(How to complete this task)
What lines below include the string "number"? Pick them out and copy them.

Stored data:
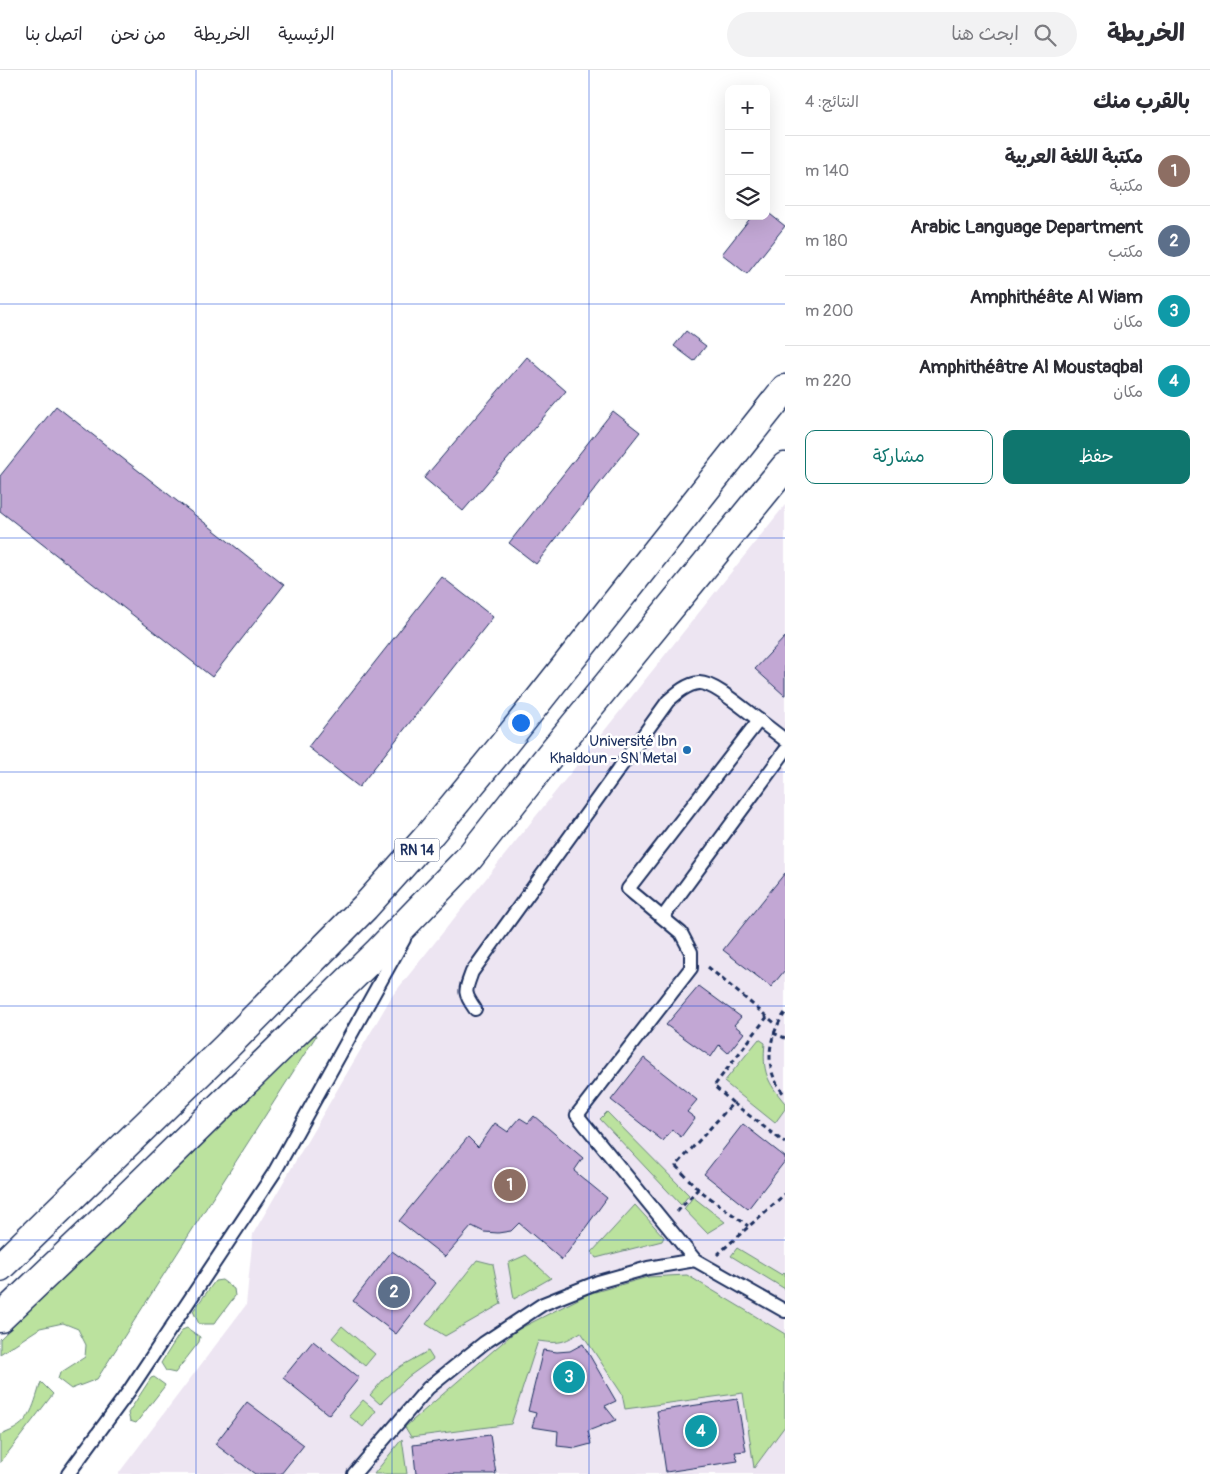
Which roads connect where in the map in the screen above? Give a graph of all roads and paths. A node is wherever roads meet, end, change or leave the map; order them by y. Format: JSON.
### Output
{"nodes":[{"id":1,"x":785,"y":389,"type":"edge"},
{"id":2,"x":785,"y":467,"type":"edge"},
{"id":3,"x":759,"y":720,"type":"junction"},
{"id":4,"x":785,"y":740,"type":"edge"},
{"id":5,"x":785,"y":750,"type":"edge"},
{"id":6,"x":422,"y":906,"type":"junction"},
{"id":7,"x":663,"y":917,"type":"junction"},
{"id":8,"x":691,"y":952,"type":"junction"},
{"id":9,"x":475,"y":1009,"type":"dead end"},
{"id":10,"x":785,"y":1013,"type":"edge"},
{"id":11,"x":768,"y":1017,"type":"junction"},
{"id":12,"x":777,"y":1025,"type":"junction"},
{"id":13,"x":773,"y":1034,"type":"junction"},
{"id":14,"x":785,"y":1038,"type":"edge"},
{"id":15,"x":785,"y":1095,"type":"edge"},
{"id":16,"x":732,"y":1103,"type":"junction"},
{"id":17,"x":785,"y":1143,"type":"edge"},
{"id":18,"x":698,"y":1189,"type":"junction"},
{"id":19,"x":785,"y":1194,"type":"edge"},
{"id":20,"x":666,"y":1224,"type":"junction"},
{"id":21,"x":748,"y":1226,"type":"junction"},
{"id":22,"x":700,"y":1262,"type":"junction"},
{"id":23,"x":0,"y":1267,"type":"edge"},
{"id":24,"x":785,"y":1311,"type":"edge"},
{"id":25,"x":0,"y":1318,"type":"edge"},
{"id":26,"x":68,"y":1474,"type":"edge"},
{"id":27,"x":354,"y":1474,"type":"edge"}],
"edges":[{"from":1,"to":23,"type":"highway","number":"RN 14"},
{"from":2,"to":6,"type":"highway","number":"RN 14"},
{"from":3,"to":4,"type":"lane"},
{"from":3,"to":7,"type":"lane"},
{"from":3,"to":9,"type":"lane"},
{"from":5,"to":7,"type":"lane"},
{"from":6,"to":25,"type":"highway","number":"RN 14"},
{"from":6,"to":26,"type":"lane"},
{"from":7,"to":8,"type":"lane"},
{"from":8,"to":11,"type":"path"},
{"from":8,"to":20,"type":"lane"},
{"from":10,"to":12,"type":"path"},
{"from":11,"to":12,"type":"path"},
{"from":11,"to":16,"type":"path"},
{"from":12,"to":13,"type":"path"},
{"from":13,"to":14,"type":"path"},
{"from":13,"to":15,"type":"path"},
{"from":16,"to":17,"type":"path"},
{"from":16,"to":18,"type":"path"},
{"from":18,"to":20,"type":"path"},
{"from":18,"to":21,"type":"path"},
{"from":19,"to":21,"type":"path"},
{"from":20,"to":22,"type":"lane"},
{"from":21,"to":22,"type":"path"},
{"from":22,"to":24,"type":"lane"},
{"from":22,"to":27,"type":"lane"}]}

(Result of the exercise)
"edges":[{"from":1,"to":23,"type":"highway","number":"RN 14"},
{"from":2,"to":6,"type":"highway","number":"RN 14"},
{"from":6,"to":25,"type":"highway","number":"RN 14"},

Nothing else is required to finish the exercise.